**TO DO**
Every record must be copied exactly.

Records from a dataset:
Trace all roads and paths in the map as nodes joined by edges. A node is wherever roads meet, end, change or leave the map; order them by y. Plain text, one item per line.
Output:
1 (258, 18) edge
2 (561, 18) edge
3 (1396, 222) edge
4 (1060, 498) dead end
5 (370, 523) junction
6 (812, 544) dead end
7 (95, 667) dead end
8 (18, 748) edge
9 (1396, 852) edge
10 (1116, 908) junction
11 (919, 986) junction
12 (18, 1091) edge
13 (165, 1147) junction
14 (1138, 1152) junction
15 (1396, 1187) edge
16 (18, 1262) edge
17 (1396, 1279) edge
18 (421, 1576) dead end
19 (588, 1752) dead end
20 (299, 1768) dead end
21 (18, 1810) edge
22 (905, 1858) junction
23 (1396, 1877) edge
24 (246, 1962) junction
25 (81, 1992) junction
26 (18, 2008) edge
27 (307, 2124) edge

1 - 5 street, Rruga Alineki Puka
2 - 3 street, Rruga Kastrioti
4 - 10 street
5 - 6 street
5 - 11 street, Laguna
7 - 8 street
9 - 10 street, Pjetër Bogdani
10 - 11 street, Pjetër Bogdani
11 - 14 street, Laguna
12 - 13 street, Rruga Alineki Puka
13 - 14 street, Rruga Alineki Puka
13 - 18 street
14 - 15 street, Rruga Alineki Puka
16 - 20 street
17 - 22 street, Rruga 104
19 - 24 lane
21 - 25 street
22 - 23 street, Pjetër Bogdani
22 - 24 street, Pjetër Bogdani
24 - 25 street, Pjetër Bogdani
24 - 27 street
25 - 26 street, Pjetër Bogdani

**THE ANSWER**
Trace all roads and paths in the map as nodes joined by edges. A node is wherever roads meet, end, change or leave the map; order them by y. Plain text, one item per line.
Output:
1 (258, 18) edge
2 (561, 18) edge
3 (1396, 222) edge
4 (1060, 498) dead end
5 (370, 523) junction
6 (812, 544) dead end
7 (95, 667) dead end
8 (18, 748) edge
9 (1396, 852) edge
10 (1116, 908) junction
11 (919, 986) junction
12 (18, 1091) edge
13 (165, 1147) junction
14 (1138, 1152) junction
15 (1396, 1187) edge
16 (18, 1262) edge
17 (1396, 1279) edge
18 (421, 1576) dead end
19 (588, 1752) dead end
20 (299, 1768) dead end
21 (18, 1810) edge
22 (905, 1858) junction
23 (1396, 1877) edge
24 (246, 1962) junction
25 (81, 1992) junction
26 (18, 2008) edge
27 (307, 2124) edge

1 - 5 street, Rruga Alineki Puka
2 - 3 street, Rruga Kastrioti
4 - 10 street
5 - 6 street
5 - 11 street, Laguna
7 - 8 street
9 - 10 street, Pjetër Bogdani
10 - 11 street, Pjetër Bogdani
11 - 14 street, Laguna
12 - 13 street, Rruga Alineki Puka
13 - 14 street, Rruga Alineki Puka
13 - 18 street
14 - 15 street, Rruga Alineki Puka
16 - 20 street
17 - 22 street, Rruga 104
19 - 24 lane
21 - 25 street
22 - 23 street, Pjetër Bogdani
22 - 24 street, Pjetër Bogdani
24 - 25 street, Pjetër Bogdani
24 - 27 street
25 - 26 street, Pjetër Bogdani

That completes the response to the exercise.